Avant de terminer, je tiens à vous remercier à nouveau pour l’accueil que vous m’avez réservé et les fatigues que vous avez endurés dans l’attente de mon retour.

Je remercie particulièrement le « Combattant Suprême » Habib Bourguiba qui a également souffert, s’est surmené malgré sa santé déficiente et a traversé des moments pénibles. Je suis convaincu que dans cette période considérée comme difficile, Habib Bourguiba fera preuve d’autant de volonté et de courage pour libérer le pays et obtenir l’indépendance totale.

Si les grands hommes deviennent immortels par leur action, je dois conclure que le tableau d’un peuple uni, fort et prêt à l’action libératrice, est l’œuvre du « Combattant Suprême » dont le peuple tunisien conservera à jamais le souvenir.

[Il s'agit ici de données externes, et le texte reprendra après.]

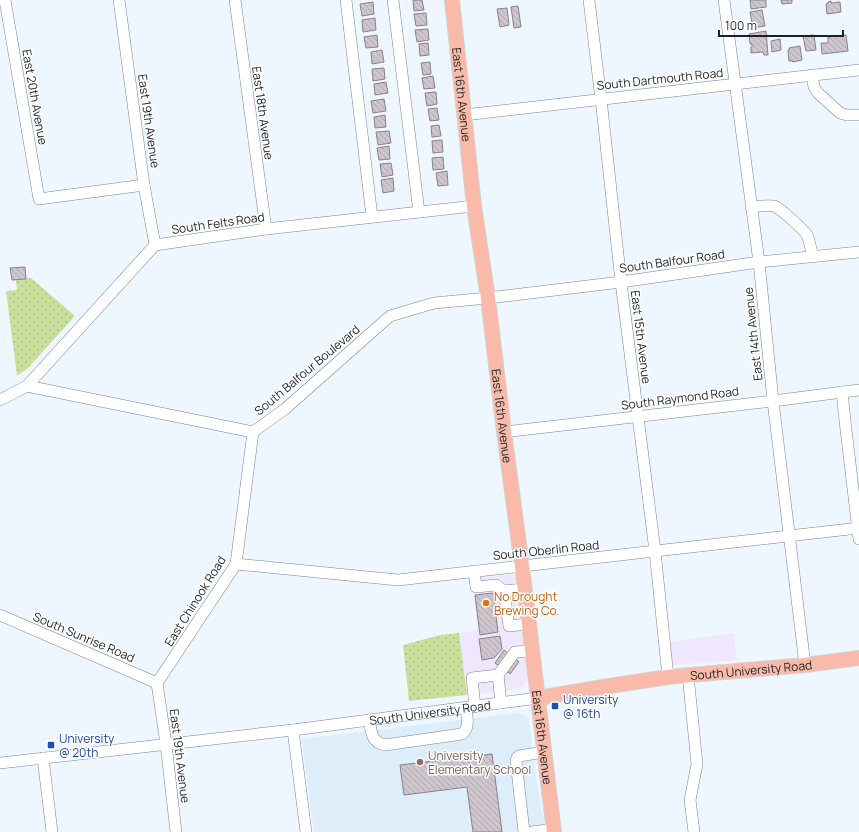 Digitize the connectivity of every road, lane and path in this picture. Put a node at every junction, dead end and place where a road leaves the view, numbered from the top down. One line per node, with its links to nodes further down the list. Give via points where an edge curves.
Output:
1 (5, 0): 9 (street, East 20th Avenue)
2 (119, 0): 16 (street, East 19th Avenue)
3 (235, 0): 21 (street, East 18th Avenue)
4 (346, 0): 20 (street)
5 (394, 0): 19 (street)
6 (452, 0): 14 (main road, East 16th Avenue)
7 (589, 0): 13 (street, East 15th Avenue)
8 (724, 0): 12 (street, East 14th Avenue)
9 (4, 18): 16 (street, East 20th Avenue, via 39,199)
10 (859, 70): 11 (street, South Dartmouth Road)
11 (812, 75): 12 (street, South Dartmouth Road); 15 (street, via 818,93 840,112)
12 (735, 84): 13 (street, South Dartmouth Road); 18 (street, East 14th Avenue)
13 (601, 99): 14 (street, South Dartmouth Road); 26 (street, East 15th Avenue)
14 (464, 115): 17 (main road, East 16th Avenue)
15 (859, 115)
16 (144, 185): 22 (street, East 19th Avenue)
17 (474, 206): 19 (street, South Felts Road); 27 (main road, East 16th Avenue)
18 (752, 207): 24 (street, via 770,206 782,211 806,233); 25 (street, East 14th Avenue)
19 (419, 212): 20 (street, South Felts Road)
20 (372, 217): 21 (street, South Felts Road)
21 (266, 229): 22 (street, South Felts Road)
22 (155, 246): 28 (street)
23 (859, 252): 24 (street, South Balfour Road)
24 (813, 257): 25 (street, South Balfour Road)
25 (759, 262): 26 (street, South Balfour Road); 32 (street, East 14th Avenue)
26 (621, 282): 27 (street, South Balfour Road); 33 (street, East 15th Avenue)
27 (488, 298): 34 (street, South Balfour Boulevard, via 434,303 390,316 285,409); 35 (main road, East 16th Avenue)
28 (27, 386): 31 (street); 34 (street, South Balfour Boulevard)
29 (859, 390): 30 (street, South Raymond Road)
30 (842, 392): 32 (street, South Raymond Road); 36 (street)
31 (0, 400)
32 (773, 401): 33 (street, South Raymond Road); 37 (street, East 14th Avenue)
33 (638, 416): 35 (street, South Raymond Road); 38 (street, East 15th Avenue)
34 (253, 432): 39 (street, East Chinook Road)
35 (504, 432): 40 (main road, East 16th Avenue)
36 (859, 531): 37 (street, South Oberlin Road)
37 (789, 536): 38 (street, South Oberlin Road); 49 (street, East 14th Avenue)
38 (654, 551): 40 (street, South Oberlin Road); 52 (street, East 15th Avenue)
39 (236, 564): 42 (street, South Oberlin Road, via 398,580); 53 (street, East Chinook Road)
40 (522, 566): 41 (street, South Oberlin Road); 44 (main road, East 16th Avenue)
41 (494, 569): 42 (street, South Oberlin Road); 43 (street)
42 (474, 571): 43 (street, via 476,587)
43 (500, 588): 44 (street); 46 (street, via 508,626)
44 (524, 589): 46 (main road, East 16th Avenue)
45 (0, 615): 53 (street, South Sunrise Road)
46 (529, 624): 47 (main road, East 16th Avenue)
47 (532, 651): 50 (street, via 515,652); 54 (main road, East 16th Avenue)
48 (859, 658): 49 (main road, South University Road)
49 (805, 665): 51 (main road, South University Road)
50 (498, 675): 55 (street); 56 (street, via 472,678)
51 (688, 675): 52 (main road, South University Road); 69 (street, via 697,764 690,800)
52 (668, 677): 54 (main road, South University Road)
53 (157, 683): 59 (street, East 19th Avenue)
54 (538, 698): 55 (street, South University Road); 60 (main road, East 16th Avenue)
55 (501, 703): 56 (street, South University Road)
56 (470, 707): 57 (street, South University Road); 57 (street, via 466,731 462,734 386,745 374,740)
57 (369, 720): 58 (street, South University Road)
58 (294, 730): 59 (street, South University Road); 66 (street)
59 (166, 744): 61 (street, South University Road); 65 (street, East 19th Avenue)
60 (544, 752): 63 (main road, East 16th Avenue); 67 (street, via 519,756 516,761)
61 (44, 758): 62 (street, South University Road); 64 (street)
62 (0, 763)
63 (554, 830): 68 (street)
64 (52, 832)
65 (176, 832)
66 (306, 832)
67 (524, 832)
68 (532, 832)
69 (694, 832)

S’adressant alors à Habib Bourguiba, le Secrétaire Général lui a rappelé les années de lutte commune, leur grande amitié et leur action pour l’union sacrée durant un quart de siècle. « Je suis persuadé, dit-il, que le leader Bourguiba ne se reposera pas et ne connaîtra pas de répit tant qu’il n’aura pas rempli la tâche qui pèse sur ses épaules. Il est de mon devoir, a-t-il ajouté, de déclarer franchement à mes camarades et au peuple tunisien dans son ensemble que les conventions franco-tunisiennes ne constituent pas un avantage pour la Tunisie et que le Président Bourguiba lui-même ne les considère pas comme ayant libéré le pays du colonialisme. J’estime que ces conventions constituent une entrave à l’indépendance et un danger pour notre existence nationale et notre avenir. Unis, nous continuerons l’action en vue d’atteindre notre but suprême.

Le Président du Neo-destour a déclaré qu’il était d’accord avec le secrétaire général pour poursuivre l’action avec le Secrétaire général pour poursuivre l’action contre le colonialisme et l’occupation étrangère. « Mais, a-t-il ajouté, je ne comprends pas l’attitude de mes camarade Salah Ben Youssef à l’égard des accords qui ont pleinement dégagé la souveraineté tunisienne par la cessation de l’administration directe et la suppression du visa résidentiel et qui constituent une étape importante vers l’indépendance totale.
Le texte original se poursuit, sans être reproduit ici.